(Description of the task)
Starting with the line that has "ring pip: (309, 247)" in the records below and ending with the line that has "index pip: (234, 565)", output those lines exactly and nothing more; omit the pictures.

(Data to process)
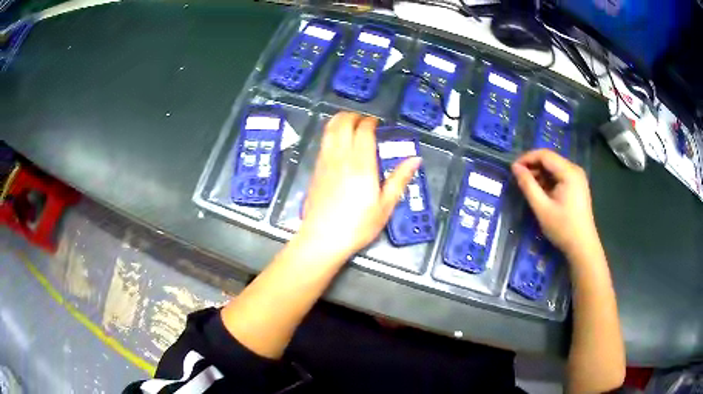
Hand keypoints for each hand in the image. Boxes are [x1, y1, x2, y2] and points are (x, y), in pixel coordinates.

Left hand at [297, 112, 420, 262]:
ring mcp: (325, 162)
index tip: (377, 123)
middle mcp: (341, 157)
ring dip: (339, 121)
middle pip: (343, 123)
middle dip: (353, 116)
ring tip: (350, 124)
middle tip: (364, 121)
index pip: (364, 131)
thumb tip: (415, 159)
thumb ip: (399, 179)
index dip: (370, 122)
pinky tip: (337, 142)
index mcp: (361, 164)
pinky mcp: (315, 170)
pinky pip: (323, 142)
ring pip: (329, 130)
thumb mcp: (385, 206)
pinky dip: (331, 133)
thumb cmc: (357, 225)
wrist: (322, 239)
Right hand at [511, 149, 597, 257]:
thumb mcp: (542, 208)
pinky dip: (548, 180)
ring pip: (554, 168)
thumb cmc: (563, 228)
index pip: (544, 155)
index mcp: (569, 172)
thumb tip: (515, 168)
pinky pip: (559, 176)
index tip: (513, 169)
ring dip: (539, 174)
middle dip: (533, 166)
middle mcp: (574, 169)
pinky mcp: (577, 185)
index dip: (527, 158)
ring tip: (527, 186)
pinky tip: (540, 192)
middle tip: (518, 178)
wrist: (582, 246)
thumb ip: (528, 186)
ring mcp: (577, 177)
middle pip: (550, 159)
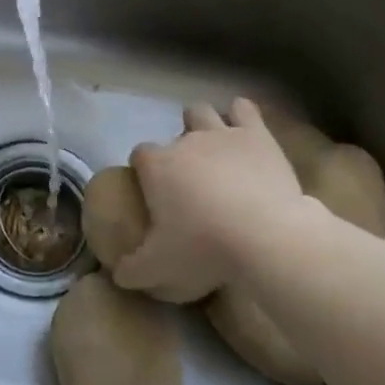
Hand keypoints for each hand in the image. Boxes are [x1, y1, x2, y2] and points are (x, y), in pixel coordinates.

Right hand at [112, 99, 314, 297]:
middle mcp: (185, 141)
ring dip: (205, 125)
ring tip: (214, 149)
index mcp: (157, 166)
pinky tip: (244, 131)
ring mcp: (222, 134)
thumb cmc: (204, 247)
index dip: (145, 170)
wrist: (266, 236)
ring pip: (203, 112)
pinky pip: (244, 110)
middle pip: (173, 134)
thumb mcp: (159, 268)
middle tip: (191, 179)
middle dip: (179, 149)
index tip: (154, 192)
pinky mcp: (258, 135)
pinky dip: (242, 116)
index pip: (140, 155)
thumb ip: (133, 270)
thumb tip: (118, 275)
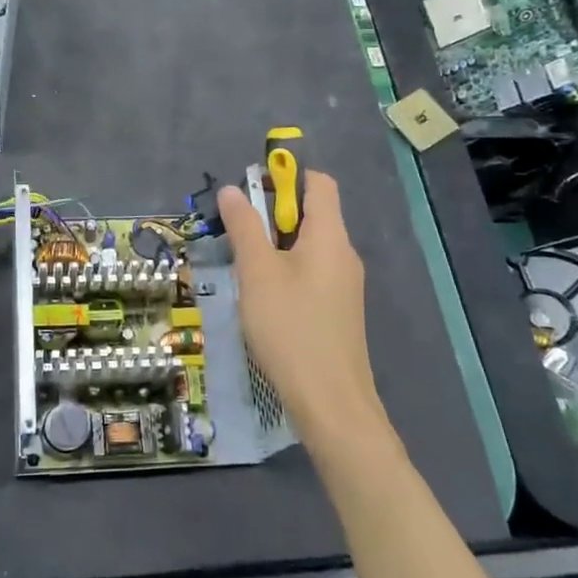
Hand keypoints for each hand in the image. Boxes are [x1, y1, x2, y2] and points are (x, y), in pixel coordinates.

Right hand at [217, 171, 382, 445]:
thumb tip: (233, 190)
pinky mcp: (339, 311)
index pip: (319, 183)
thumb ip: (244, 227)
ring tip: (243, 267)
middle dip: (272, 214)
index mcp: (330, 236)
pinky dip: (287, 271)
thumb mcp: (257, 273)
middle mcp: (343, 254)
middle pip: (312, 214)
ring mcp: (345, 285)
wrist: (330, 402)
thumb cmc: (290, 327)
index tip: (251, 190)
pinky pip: (312, 274)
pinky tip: (263, 298)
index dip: (287, 176)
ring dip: (276, 245)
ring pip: (309, 247)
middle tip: (236, 232)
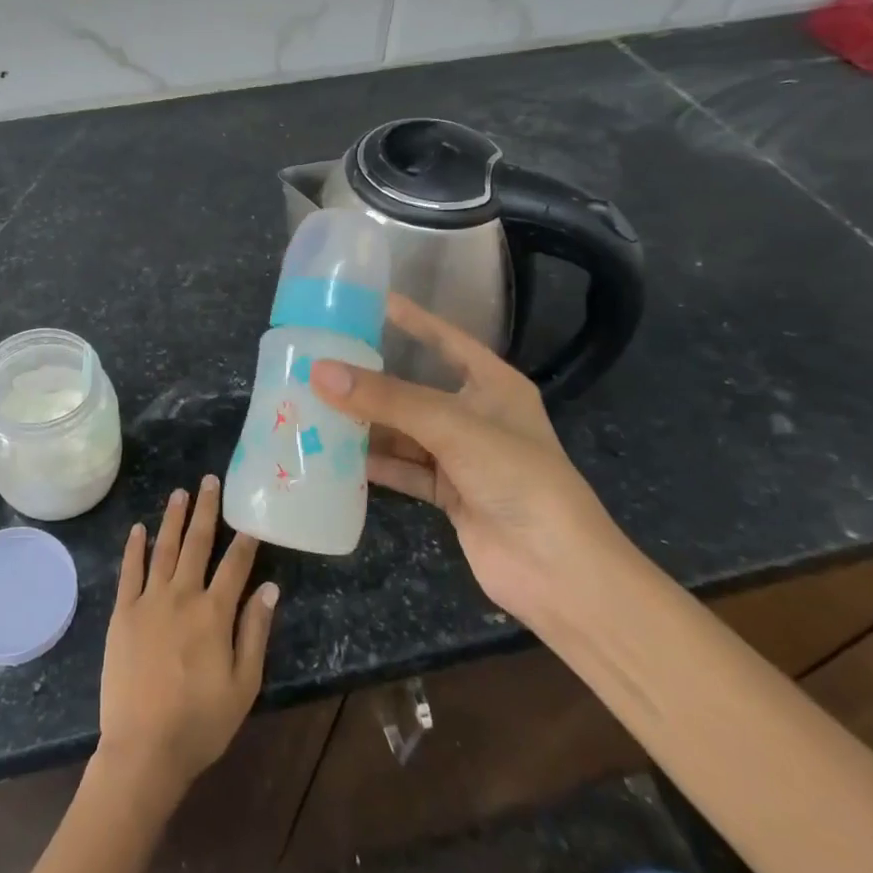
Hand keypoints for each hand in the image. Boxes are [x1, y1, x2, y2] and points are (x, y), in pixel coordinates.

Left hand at [97, 476, 277, 804]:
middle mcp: (181, 596)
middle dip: (205, 511)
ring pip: (163, 549)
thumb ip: (255, 632)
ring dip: (172, 519)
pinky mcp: (123, 614)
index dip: (244, 540)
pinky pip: (129, 572)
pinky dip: (134, 548)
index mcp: (214, 613)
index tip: (250, 517)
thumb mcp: (243, 684)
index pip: (234, 565)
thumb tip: (269, 588)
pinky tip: (138, 528)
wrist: (143, 750)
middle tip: (209, 481)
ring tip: (179, 493)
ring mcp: (148, 602)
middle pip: (196, 544)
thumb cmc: (200, 723)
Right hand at [309, 294, 627, 620]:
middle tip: (321, 361)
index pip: (446, 340)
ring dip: (365, 424)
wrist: (558, 570)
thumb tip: (319, 371)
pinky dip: (372, 463)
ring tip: (314, 406)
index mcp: (493, 384)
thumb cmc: (518, 477)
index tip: (369, 302)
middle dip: (371, 379)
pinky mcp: (449, 493)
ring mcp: (462, 457)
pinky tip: (333, 455)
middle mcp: (476, 415)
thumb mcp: (451, 426)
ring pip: (403, 431)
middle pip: (414, 389)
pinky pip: (402, 469)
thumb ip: (386, 399)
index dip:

(Solution to this task)
ring pip: (309, 247)
middle tip: (236, 232)
Hand keypoints for each hand in the image. Boxes are [x1, y1, x2, y2] and points are (x, y), in pixel coordinates.

Left hand at [97, 476, 277, 804]:
middle mcp: (181, 596)
middle dip: (205, 511)
ring pip: (163, 549)
thumb ip: (255, 632)
ring dip: (172, 519)
pinky mcp: (123, 614)
index dip: (244, 540)
pinky pip: (129, 572)
pinky dip: (134, 548)
index mcp: (214, 613)
index tip: (250, 517)
thumb mcp: (243, 684)
index pip: (234, 565)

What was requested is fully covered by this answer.